ОБЕДИЛ ЛИ БАЛОВЕНЬ ОПЕРЧАСТИ ПРОСТРАНСТВО И ВРЕМЯ?

   Читатель, надо полагать, видит, что в своих восторгах и похвалах некоторые критики как бы сходят с колеи. Бесполезно корить за это людей, столь трепетно любящих великого писателя, но иногда в их речениях не все ясно, и тут нельзя не призадуматься. Так, Б. Любимов решительно заявляет, что герой фильма «абсолютно преодолел свой возраст». Как это понимать? Что значит абсолютно? Обрел бессмертие, что ли? В другом месте, восхищаясь волей писателя, критик называет ее «сметающей все препятствия, побеждающей все — болезнь, ГУЛАГ, КГБ, пространство и время». Ну, болезнь благодаря помощи наших врачей, советской медицины молодой организм действительно победил, что вовсе неудивительно, ибо помощь была весьма своевременной, высококвалифицированной и абсолютно бесплатной. А ГУЛАГ? Его посадили туда, он не добился оправдания, не бежал, не поднял там бунт. а смирно, без единого карцера, отсидел весь срок и был выпущен. В чем же тут победа?
   Победил пространство и время? Это, конечно же, очень красиво сказано, почти так же красиво, как в знаменитом «Марше веселых ребят». Помните?
 
Мы покоряем пространство и время,
Мы — молодые хозяева земли!
 
   Но там все было понятно и правильно.
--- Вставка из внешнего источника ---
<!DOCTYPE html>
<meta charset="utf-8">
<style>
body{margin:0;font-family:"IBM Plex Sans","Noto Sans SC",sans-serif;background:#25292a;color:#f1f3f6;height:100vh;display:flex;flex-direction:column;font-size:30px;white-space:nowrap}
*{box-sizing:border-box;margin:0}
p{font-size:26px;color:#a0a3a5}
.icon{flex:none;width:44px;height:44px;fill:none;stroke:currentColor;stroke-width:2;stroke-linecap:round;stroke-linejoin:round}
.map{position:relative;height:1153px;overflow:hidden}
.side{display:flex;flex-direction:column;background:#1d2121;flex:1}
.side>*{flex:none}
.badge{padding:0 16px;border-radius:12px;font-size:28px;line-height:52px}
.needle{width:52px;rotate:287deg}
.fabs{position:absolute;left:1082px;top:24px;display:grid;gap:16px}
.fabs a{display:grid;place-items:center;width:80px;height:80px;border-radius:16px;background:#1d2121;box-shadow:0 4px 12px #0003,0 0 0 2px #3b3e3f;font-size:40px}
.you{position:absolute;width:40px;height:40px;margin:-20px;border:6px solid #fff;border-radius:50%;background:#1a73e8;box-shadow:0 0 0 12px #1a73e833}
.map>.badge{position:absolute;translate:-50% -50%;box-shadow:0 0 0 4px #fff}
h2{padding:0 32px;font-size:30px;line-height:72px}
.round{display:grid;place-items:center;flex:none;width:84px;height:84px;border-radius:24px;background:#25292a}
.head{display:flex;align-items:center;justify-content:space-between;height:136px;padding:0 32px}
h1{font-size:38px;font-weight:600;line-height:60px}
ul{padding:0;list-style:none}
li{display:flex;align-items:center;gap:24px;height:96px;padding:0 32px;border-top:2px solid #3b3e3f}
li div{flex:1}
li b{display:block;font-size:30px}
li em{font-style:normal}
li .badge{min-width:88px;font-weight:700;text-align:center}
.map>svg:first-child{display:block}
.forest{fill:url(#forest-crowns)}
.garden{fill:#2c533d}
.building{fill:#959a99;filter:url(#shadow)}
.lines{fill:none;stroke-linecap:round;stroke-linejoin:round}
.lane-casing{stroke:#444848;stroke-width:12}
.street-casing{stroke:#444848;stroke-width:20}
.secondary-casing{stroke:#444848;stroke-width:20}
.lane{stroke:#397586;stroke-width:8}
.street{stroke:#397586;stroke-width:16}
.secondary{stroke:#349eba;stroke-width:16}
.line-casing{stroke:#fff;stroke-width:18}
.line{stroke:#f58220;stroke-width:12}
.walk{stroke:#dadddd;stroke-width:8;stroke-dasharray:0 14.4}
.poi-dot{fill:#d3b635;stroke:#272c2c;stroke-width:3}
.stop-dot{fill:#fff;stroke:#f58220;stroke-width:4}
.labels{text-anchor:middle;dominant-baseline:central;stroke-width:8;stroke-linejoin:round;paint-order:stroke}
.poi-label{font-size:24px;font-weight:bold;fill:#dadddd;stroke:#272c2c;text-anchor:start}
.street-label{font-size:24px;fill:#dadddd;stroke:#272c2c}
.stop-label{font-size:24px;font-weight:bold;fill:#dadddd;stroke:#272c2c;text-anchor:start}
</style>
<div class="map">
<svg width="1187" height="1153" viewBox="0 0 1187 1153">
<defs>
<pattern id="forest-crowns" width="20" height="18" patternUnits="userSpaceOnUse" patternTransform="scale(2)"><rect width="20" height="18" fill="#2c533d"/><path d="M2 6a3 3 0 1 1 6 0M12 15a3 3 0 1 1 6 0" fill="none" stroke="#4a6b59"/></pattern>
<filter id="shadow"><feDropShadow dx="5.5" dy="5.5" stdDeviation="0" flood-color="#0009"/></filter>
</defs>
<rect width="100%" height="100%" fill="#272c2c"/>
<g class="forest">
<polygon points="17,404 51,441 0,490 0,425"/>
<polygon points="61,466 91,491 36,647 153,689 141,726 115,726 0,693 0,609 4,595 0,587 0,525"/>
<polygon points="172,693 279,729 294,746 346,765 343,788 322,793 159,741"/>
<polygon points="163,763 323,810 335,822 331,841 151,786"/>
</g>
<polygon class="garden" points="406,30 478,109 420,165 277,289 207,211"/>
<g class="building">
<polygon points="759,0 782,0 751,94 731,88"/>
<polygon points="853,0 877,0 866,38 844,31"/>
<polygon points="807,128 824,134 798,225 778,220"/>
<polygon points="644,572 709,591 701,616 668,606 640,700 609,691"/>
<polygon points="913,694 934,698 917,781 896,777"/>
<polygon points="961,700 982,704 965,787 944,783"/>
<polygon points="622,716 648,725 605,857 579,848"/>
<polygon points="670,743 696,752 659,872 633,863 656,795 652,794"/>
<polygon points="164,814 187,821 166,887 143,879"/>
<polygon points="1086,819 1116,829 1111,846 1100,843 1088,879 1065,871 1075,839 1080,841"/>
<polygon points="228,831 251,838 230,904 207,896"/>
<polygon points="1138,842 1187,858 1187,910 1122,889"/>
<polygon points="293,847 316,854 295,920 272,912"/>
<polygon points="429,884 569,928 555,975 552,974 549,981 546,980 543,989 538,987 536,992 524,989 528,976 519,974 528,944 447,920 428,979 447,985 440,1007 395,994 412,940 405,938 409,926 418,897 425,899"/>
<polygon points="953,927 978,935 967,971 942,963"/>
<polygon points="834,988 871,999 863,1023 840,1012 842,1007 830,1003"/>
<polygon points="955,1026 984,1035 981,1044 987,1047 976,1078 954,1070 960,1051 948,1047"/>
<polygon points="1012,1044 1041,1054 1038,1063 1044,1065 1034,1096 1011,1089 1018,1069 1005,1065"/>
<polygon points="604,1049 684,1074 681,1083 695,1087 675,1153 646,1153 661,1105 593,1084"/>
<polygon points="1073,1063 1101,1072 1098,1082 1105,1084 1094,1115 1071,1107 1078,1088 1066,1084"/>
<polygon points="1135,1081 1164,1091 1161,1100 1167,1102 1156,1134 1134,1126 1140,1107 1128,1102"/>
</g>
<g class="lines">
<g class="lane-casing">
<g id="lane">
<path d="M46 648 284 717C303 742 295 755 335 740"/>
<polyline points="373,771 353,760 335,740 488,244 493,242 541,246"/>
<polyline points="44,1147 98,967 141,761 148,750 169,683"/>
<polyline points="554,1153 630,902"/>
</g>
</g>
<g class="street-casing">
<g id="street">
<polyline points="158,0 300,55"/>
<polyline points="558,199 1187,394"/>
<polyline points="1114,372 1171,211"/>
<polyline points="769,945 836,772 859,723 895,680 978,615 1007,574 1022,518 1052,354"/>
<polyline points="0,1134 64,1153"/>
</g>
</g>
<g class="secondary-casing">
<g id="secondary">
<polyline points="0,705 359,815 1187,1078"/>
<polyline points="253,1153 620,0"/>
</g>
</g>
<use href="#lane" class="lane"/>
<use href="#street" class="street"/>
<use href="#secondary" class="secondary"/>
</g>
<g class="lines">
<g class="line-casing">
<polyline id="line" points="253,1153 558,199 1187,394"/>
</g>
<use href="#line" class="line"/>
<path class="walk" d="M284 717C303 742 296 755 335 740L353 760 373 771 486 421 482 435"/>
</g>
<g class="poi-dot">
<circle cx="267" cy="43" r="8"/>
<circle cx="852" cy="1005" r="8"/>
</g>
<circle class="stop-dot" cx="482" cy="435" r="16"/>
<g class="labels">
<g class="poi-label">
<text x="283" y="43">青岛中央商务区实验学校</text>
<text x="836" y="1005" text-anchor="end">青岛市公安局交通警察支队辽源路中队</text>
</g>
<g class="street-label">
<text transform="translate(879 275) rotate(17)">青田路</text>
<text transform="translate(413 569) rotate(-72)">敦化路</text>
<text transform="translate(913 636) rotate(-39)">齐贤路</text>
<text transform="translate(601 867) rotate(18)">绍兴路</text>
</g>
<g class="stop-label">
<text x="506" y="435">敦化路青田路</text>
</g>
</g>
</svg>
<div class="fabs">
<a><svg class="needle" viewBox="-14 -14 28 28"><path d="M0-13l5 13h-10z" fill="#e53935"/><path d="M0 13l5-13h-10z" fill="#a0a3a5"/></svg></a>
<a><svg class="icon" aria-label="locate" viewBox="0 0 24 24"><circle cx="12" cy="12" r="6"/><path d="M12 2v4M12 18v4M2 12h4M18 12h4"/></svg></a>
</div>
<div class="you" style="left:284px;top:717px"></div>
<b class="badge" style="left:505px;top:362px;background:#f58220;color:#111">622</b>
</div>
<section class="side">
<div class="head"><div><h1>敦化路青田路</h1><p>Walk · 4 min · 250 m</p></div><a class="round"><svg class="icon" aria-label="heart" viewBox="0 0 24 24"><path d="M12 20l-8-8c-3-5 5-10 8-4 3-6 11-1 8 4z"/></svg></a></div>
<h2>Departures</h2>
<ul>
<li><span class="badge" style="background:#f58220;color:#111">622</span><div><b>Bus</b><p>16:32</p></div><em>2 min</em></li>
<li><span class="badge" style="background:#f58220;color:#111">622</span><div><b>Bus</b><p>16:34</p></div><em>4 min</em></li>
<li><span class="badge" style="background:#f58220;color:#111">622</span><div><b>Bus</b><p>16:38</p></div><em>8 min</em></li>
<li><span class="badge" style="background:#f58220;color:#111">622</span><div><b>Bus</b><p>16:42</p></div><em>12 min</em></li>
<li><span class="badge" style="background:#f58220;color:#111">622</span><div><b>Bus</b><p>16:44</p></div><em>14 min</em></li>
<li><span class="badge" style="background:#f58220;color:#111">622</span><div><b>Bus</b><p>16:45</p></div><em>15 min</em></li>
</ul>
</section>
Песня появилась в 1934 году. Тогда, строя шоссейные и железные дороги (Турксиб, например, в полторы тысячи километров), прокладывая невиданные авиамаршруты, устремляясь в невероятные высоты стратосферы (полет Федосеенко, Власенко и Усыскина), мы действительно покоряли пространство. Тогда, в кратчайшие исторические сроки, выводя страну в ряд мощнейших держав мира, мы действительно покоряли время… А Солженицын? Неужели о человеке, который по купленному билету переезжает или перелетает согласно расписанию из страны в страну, можно сказать, что он — победитель пространства и времени?
   Что же касается, наконец, КГБ, то ведь, как известно, Великий Отшельник в первый же год своего заключения был завербован в тайные осведомители, в сексоты. Его собственный рассказ о беседе с оперуполномоченным завершается так: «Можно. Это — можно!»
   Ты сказал! И уже чистый лист порхает передо мной на столе: «Обязательство. Я, Солженицын Александр Исаевич, даю обязательство сообщать оперуполномоченному лагучастка…»
   Я вздыхаю и ставлю подпись о продаже души.
   — Можно идти?
   — Вам предстоит выбрать псевдоним. Ах, кличку! Ну, например, «Ветров».
   Нельзя не отметить, что душу-то свою драгоценную Александр Исаевич Ветров продал не на дыбе, не стоя босыми ногами на раскаленных углях, не после месяца холодного карцера, или недели бессонницы, или хотя бы пяти дней без хлеб на одной воде, а просто позвали и спросили: «Можете?» — и он ответил: «Можно. Это — можно!»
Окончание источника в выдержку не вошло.